Une entreprise étrange, dérangeante d'abord, fascinante ensuite, où les solistes vedettes du Requiem de Verdi sont noyés dans la masse et n'en émergent que pour du sublime. La présence de la chorégraphie nous oblige à vous proposer une autre analyse, celle des mouvements et de la danse, dans quelques jours.
Une soirée qui reste au bout de compte un très vif souvenir.
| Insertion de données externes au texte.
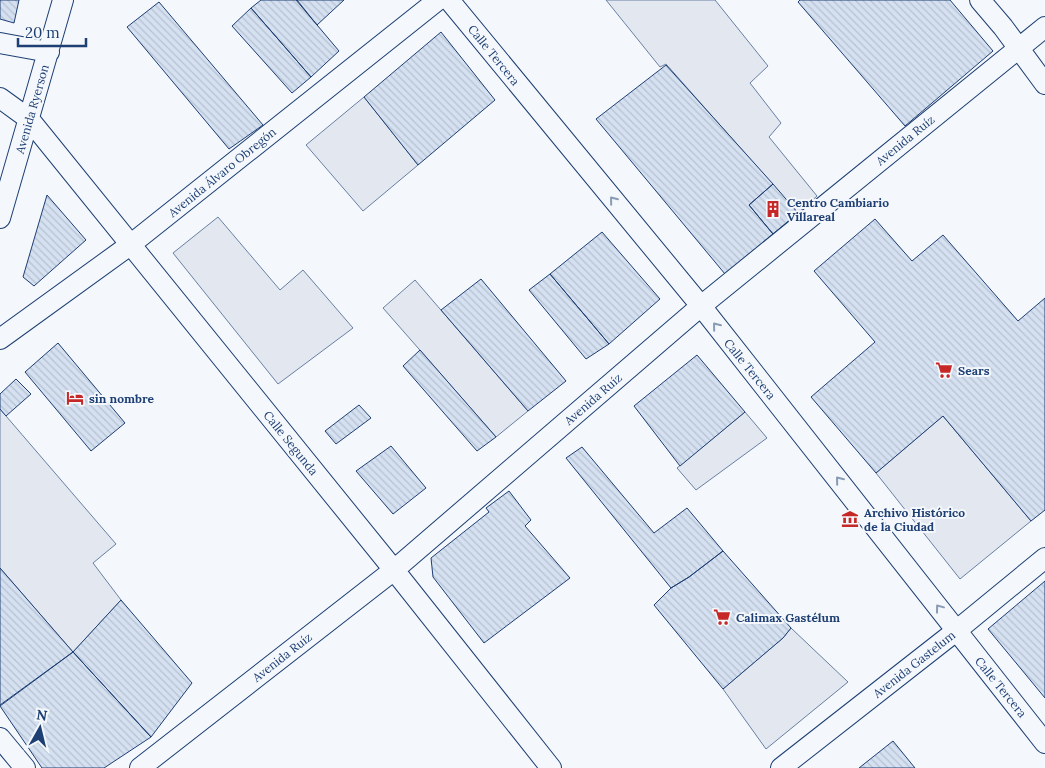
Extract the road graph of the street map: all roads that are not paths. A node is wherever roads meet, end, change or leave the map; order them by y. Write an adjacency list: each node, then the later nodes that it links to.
1 (63, 0): 8 (street, Avenida Ryerson)
2 (438, 0): 13 (street, Avenida Álvaro Obregón)
3 (449, 0): 14 (street, Calle Tercera, one-way to 3)
4 (980, 0): 7 (street)
5 (1045, 27): 7 (street, Avenida Ruíz)
6 (0, 43): 8 (street)
7 (1018, 49): 9 (street); 14 (street, Avenida Ruíz)
8 (49, 52): 11 (street, Avenida Ryerson)
9 (1045, 84)
10 (0, 98): 11 (street, Calle Segunda)
11 (29, 119): 12 (street, Avenida Ryerson); 13 (street, Calle Segunda)
12 (0, 218)
13 (130, 245): 15 (street, Avenida Álvaro Obregón); 17 (street, Calle Segunda)
14 (701, 306): 17 (street, Avenida Ruíz); 18 (street, Calle Tercera, one-way to 14)
15 (0, 339)
16 (1045, 558): 18 (street, Avenida Gastelum)
17 (394, 570): 22 (street, Avenida Ruíz); 23 (street, Calle Segunda)
18 (956, 631): 20 (street, Calle Tercera); 24 (street, Avenida Gastelum)
19 (0, 738): 21 (street)
20 (1045, 743)
21 (25, 768)
22 (140, 768)
23 (551, 768)
24 (781, 768)

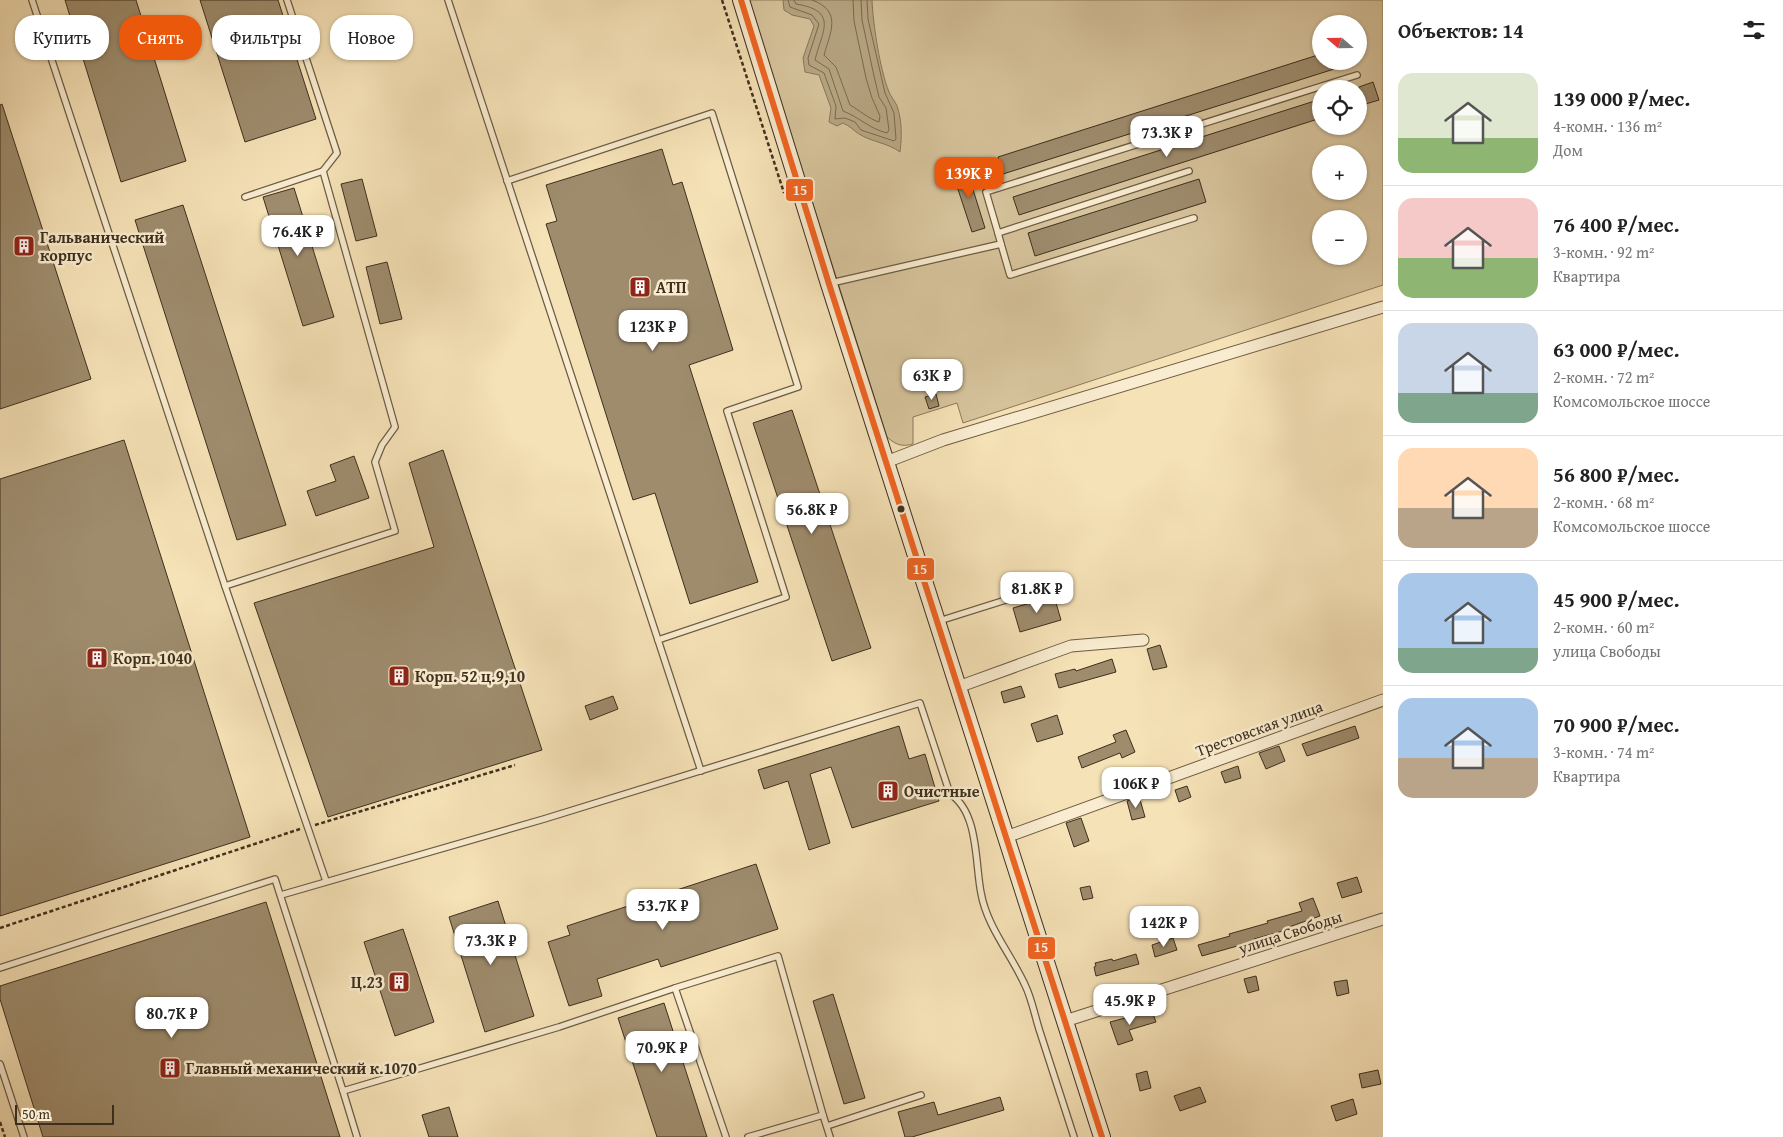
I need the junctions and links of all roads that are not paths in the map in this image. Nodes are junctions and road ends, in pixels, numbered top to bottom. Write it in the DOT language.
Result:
graph roads {
  1 [pos="32,0"];
  2 [pos="286,0"];
  3 [pos="448,0"];
  4 [pos="741,0"];
  5 [pos="1357,76"];
  6 [pos="323,171"];
  7 [pos="1189,171"];
  8 [pos="507,181"];
  9 [pos="245,197"];
  10 [pos="1194,218"];
  11 [pos="998,233"];
  12 [pos="1001,244"];
  13 [pos="829,284"];
  14 [pos="1383,307"];
  15 [pos="886,462"];
  16 [pos="1063,582"];
  17 [pos="225,586"];
  18 [pos="937,621"];
  19 [pos="658,640"];
  20 [pos="1143,640"];
  21 [pos="958,688"];
  22 [pos="1383,700"];
  23 [pos="701,771"];
  24 [pos="1006,837"];
  25 [pos="326,881"];
  26 [pos="281,895"];
  27 [pos="1383,919"];
  28 [pos="0,968"];
  29 [pos="675,988"];
  30 [pos="1065,1021"];
  31 [pos="0,1064"];
  32 [pos="343,1091"];
  33 [pos="921,1095"];
  34 [pos="823,1115"];
  35 [pos="827,1126"];
  36 [pos="24,1137"];
  37 [pos="357,1137"];
  38 [pos="726,1137"];
  39 [pos="748,1137"];
  40 [pos="830,1137"];
  41 [pos="1074,1137"];
  42 [pos="1102,1137"];
  1 -- 17 [label="lane"];
  2 -- 6 [label="lane"];
  3 -- 8 [label="lane"];
  4 -- 13 [label="main road"];
  5 -- 11 [label="lane"];
  6 -- 9 [label="lane"];
  6 -- 17 [label="lane"];
  7 -- 11 [label="lane"];
  8 -- 19 [label="lane"];
  8 -- 19 [label="lane"];
  10 -- 12 [label="lane"];
  11 -- 12 [label="lane"];
  12 -- 13 [label="lane"];
  13 -- 15 [label="main road"];
  14 -- 15 [label="street"];
  15 -- 18 [label="main road"];
  16 -- 18 [label="lane"];
  17 -- 25 [label="lane"];
  18 -- 21 [label="main road"];
  19 -- 23 [label="lane"];
  20 -- 21 [label="street"];
  21 -- 24 [label="main road"];
  22 -- 24 [label="street, Трестовская улица"];
  23 -- 25 [label="lane"];
  23 -- 41 [label="lane"];
  24 -- 30 [label="main road"];
  25 -- 26 [label="lane"];
  26 -- 28 [label="lane"];
  26 -- 32 [label="lane"];
  27 -- 30 [label="street, улица Свободы"];
  29 -- 32 [label="lane"];
  29 -- 34 [label="lane"];
  29 -- 38 [label="lane"];
  30 -- 42 [label="main road"];
  31 -- 36 [label="lane"];
  32 -- 37 [label="lane"];
  33 -- 35 [label="lane"];
  34 -- 35 [label="lane"];
  34 -- 39 [label="lane"];
  35 -- 40 [label="lane"];
}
Une gageure : proposer une „Gesamtkunswerk“ autour du Requiem de Verdi, faite de ballet et de mise en scène avec un chœur et des solistes en mouvement. C’est l’un des sommets de la saison zurichoise, qui excite tellement la curiosité qu’ARTE l’a proposé le 18 décembre dernier.
Coproduction entre l’Opernhaus Zürich et le Ballett Zürich, le spectacle est pour les uns un ballet, et pour les autres un oratorio en mouvement. De toute manière, la distribution vocale à elle seule justifierait le déplacement, y compris sous forme d’oratorio traditionnel, composée de Krassimira Stoyanova, Francesco Meli, Veronica Simeoni et Georg Zeppenfeld, et c’est elle qui assure les 10 représentations.
La mise en danse d’oratorios n’est pas nouvelle, ni même la mise en théâtre : récemment par exemple Peter Sellars s’est attaqué aux Passions de Bach avec Sir Simon Rattle. Mais, et c’est paradoxal, la Messa da Requiem, retenue la plus « opératique » des messes, n’a pas fait l’objet d’une mise en scène, dans mon souvenir du moins.
C’est désormais chose faite à Zurich, avec un spectacle qui réunit l’ensemble de la troupe, orchestre, chœur et ballet, et quatre des plus grands chanteurs du moment : les saluts sont d’ailleurs habilement organisés pour ne pas valoriser les uns plutôt que les autres, et les solistes-chanteurs viennent individuellement saluer au milieu des solistes-danseurs : c’est une proposition hardie que Christian Spuck, le chorégraphe-directeur du ballet de Zurich, a mis en scène ici.
Le décor de Christian Schmidt est assez simple, une boite grise, immense, à l’intérieur de laquelle se meuvent le chœur, le ballet, les solistes, l’espace central est laissé le plus souvent libre pour les évolutions du ballet. Cette boite est un piège qui va se refermer à la dernière image assez forte, celle du libera me où le toit écrase tous ce beau monde dans la mort inévitable.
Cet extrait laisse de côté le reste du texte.